Jennifer Hermoso Fuentes (born 9 May 1990) is a Spanish professional footballer who plays for Liga MX Femenil club CF Pachuca and for the Spain women's national team. She is the all-time top scorer for both Barcelona and Spain.

Hermoso developed through the youth teams of her hometown club Atlético Madrid, where she stayed for eight years before continuing onto Rayo Vallecano. Hermoso won her first senior title with Rayo in 2011, and in 2013, made her first international move to Tyresö FF in Sweden. Months later, she competed in the UEFA Women's Euro 2013 with Spain, scoring her first competitive international goal in a group stage win against England.

Hermoso moved to FC Barcelona in 2014, where she advanced her position from attacking midfielder to false 9. Her positional change turned her to a prolific goalscorer, as she earned two Pichichi titles as the Spanish league's top scorer as well as two league titles and two Copas de la Reina. She also competed with Spain at the 2015 FIFA Women's World Cup, Spain's first ever participation in the tournament. After exiting Barcelona in 2017, Hermoso went abroad to PSG and then returned to Spain in the 2018–19 season to play for the club where she developed, Atlético Madrid. She won her third Pichichi title and fourth league title there.
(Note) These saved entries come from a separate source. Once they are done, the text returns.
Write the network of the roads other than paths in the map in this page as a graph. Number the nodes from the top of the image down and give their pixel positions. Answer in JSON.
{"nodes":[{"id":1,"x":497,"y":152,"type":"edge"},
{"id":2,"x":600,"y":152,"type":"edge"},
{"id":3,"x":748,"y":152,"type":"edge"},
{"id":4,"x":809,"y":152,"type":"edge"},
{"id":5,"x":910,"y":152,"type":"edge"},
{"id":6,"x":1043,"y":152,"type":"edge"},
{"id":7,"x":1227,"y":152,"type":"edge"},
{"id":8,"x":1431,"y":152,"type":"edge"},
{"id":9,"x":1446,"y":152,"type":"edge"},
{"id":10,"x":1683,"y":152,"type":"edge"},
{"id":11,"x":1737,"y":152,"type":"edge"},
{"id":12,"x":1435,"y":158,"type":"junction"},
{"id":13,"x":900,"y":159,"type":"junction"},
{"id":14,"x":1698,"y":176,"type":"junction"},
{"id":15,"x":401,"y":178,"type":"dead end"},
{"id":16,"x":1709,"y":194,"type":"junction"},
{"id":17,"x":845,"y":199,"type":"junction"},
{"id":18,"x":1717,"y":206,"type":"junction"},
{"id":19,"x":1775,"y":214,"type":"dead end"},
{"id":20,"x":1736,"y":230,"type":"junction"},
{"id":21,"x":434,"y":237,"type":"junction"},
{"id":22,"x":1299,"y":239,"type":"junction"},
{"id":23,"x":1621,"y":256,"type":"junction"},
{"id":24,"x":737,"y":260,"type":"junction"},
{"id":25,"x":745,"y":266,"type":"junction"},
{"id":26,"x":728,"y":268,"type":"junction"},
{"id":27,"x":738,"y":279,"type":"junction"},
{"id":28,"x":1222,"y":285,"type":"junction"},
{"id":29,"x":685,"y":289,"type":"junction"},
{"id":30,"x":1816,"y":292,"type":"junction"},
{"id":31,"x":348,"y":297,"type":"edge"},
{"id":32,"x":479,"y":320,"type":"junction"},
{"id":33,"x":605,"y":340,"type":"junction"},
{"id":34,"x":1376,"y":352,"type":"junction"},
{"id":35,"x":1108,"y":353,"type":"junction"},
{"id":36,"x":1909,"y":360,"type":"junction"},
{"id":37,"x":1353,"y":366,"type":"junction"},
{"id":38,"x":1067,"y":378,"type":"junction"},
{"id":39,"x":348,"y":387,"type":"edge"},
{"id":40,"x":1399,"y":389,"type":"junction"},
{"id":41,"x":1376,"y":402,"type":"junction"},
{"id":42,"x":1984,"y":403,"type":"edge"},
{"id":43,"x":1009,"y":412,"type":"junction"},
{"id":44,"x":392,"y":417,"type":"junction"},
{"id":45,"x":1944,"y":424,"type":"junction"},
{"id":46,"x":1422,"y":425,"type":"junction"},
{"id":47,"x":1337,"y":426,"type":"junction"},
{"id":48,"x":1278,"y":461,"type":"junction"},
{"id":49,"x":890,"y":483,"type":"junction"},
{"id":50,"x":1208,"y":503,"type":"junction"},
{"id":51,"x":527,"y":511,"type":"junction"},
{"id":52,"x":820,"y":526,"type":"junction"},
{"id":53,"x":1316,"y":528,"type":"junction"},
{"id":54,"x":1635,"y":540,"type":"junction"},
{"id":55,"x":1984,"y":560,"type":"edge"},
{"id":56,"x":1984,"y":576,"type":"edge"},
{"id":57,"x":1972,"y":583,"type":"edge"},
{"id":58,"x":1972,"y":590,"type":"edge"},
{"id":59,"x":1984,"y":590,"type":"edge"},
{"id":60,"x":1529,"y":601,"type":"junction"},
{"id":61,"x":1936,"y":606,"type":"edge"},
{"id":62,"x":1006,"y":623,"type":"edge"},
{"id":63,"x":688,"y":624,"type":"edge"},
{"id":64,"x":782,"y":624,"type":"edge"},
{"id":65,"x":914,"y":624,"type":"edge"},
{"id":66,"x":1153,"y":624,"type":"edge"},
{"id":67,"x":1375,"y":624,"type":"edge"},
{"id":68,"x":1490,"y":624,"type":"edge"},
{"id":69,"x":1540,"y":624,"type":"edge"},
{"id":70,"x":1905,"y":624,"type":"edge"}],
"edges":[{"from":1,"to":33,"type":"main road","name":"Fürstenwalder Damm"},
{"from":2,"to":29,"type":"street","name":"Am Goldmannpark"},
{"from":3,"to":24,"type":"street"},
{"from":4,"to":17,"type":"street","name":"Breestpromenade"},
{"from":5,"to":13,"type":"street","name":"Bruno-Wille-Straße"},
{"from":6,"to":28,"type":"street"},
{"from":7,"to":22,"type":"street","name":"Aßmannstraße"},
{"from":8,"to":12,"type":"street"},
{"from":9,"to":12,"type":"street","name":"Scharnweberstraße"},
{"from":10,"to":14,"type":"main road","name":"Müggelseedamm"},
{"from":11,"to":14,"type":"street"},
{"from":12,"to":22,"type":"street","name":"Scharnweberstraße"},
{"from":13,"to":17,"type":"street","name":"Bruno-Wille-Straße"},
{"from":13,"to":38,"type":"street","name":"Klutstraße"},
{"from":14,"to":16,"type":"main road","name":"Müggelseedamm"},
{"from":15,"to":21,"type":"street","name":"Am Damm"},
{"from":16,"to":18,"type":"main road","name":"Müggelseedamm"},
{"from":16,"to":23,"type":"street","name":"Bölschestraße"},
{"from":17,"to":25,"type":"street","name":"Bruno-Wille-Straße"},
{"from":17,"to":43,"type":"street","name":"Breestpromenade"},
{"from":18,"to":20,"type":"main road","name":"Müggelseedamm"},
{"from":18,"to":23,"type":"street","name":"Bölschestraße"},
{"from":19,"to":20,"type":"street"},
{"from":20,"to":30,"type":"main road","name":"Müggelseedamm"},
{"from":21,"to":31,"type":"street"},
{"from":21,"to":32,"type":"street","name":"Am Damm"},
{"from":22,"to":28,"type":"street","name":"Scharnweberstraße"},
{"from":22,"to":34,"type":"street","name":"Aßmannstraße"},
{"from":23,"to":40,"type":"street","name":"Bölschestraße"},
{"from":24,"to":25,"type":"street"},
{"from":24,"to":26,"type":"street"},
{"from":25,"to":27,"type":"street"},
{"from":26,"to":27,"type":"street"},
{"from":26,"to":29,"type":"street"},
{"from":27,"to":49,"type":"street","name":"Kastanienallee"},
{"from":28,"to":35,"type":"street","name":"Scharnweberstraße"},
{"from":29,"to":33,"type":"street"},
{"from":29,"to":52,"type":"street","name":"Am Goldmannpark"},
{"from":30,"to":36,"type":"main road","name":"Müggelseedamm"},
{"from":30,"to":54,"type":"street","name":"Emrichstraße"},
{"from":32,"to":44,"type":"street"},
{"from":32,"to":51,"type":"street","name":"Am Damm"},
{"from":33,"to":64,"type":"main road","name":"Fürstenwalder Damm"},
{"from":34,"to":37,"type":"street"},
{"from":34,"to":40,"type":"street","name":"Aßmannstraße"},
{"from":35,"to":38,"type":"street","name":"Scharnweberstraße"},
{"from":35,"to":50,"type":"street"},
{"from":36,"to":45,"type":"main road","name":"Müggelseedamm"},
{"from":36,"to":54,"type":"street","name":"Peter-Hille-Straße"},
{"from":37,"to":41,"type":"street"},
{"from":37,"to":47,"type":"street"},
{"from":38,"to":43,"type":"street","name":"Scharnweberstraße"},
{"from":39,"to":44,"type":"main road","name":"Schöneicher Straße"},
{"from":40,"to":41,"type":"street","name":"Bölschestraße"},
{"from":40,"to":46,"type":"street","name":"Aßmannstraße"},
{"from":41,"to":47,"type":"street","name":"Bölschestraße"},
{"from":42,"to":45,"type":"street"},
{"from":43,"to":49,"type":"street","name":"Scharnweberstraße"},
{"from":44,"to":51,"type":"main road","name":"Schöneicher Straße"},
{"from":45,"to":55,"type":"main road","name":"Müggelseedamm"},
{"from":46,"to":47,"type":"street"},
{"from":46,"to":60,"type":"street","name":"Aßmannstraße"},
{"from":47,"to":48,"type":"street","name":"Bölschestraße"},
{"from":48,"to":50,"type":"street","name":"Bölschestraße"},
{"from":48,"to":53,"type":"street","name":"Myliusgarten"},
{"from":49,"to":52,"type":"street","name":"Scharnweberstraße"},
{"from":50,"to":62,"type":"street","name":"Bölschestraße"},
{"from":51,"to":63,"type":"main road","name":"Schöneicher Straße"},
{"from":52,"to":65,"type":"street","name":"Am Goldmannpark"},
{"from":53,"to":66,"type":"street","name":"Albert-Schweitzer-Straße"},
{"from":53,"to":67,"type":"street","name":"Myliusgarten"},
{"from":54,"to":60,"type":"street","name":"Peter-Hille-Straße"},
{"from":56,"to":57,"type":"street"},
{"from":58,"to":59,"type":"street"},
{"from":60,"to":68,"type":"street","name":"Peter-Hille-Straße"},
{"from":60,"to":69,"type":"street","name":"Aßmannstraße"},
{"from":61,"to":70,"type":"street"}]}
Hermoso rejoined FC Barcelona in 2019 following Spain's exit from the 2019 FIFA Women's World Cup tournament, where she finished as Spain's top scorer. Since her return to Barcelona, she has won three league titles, two Copas de la Reina, and the 2020–21 UEFA Women's Champions League, alongside the continental treble that same season. Individually, she finished the 2019–20 and 2020–21 league seasons as the Primera División's top scorer, in 2020 and 2021 she finished as the top scorer in Europe's top five women's leagues, and in 2021, was the joint-top scorer in that season's UEFA Women's Champions League. At the end of 2021, she finished second in Ballon d'Or voting and was the world's highest female goalscorer of the calendar year with 51 goals.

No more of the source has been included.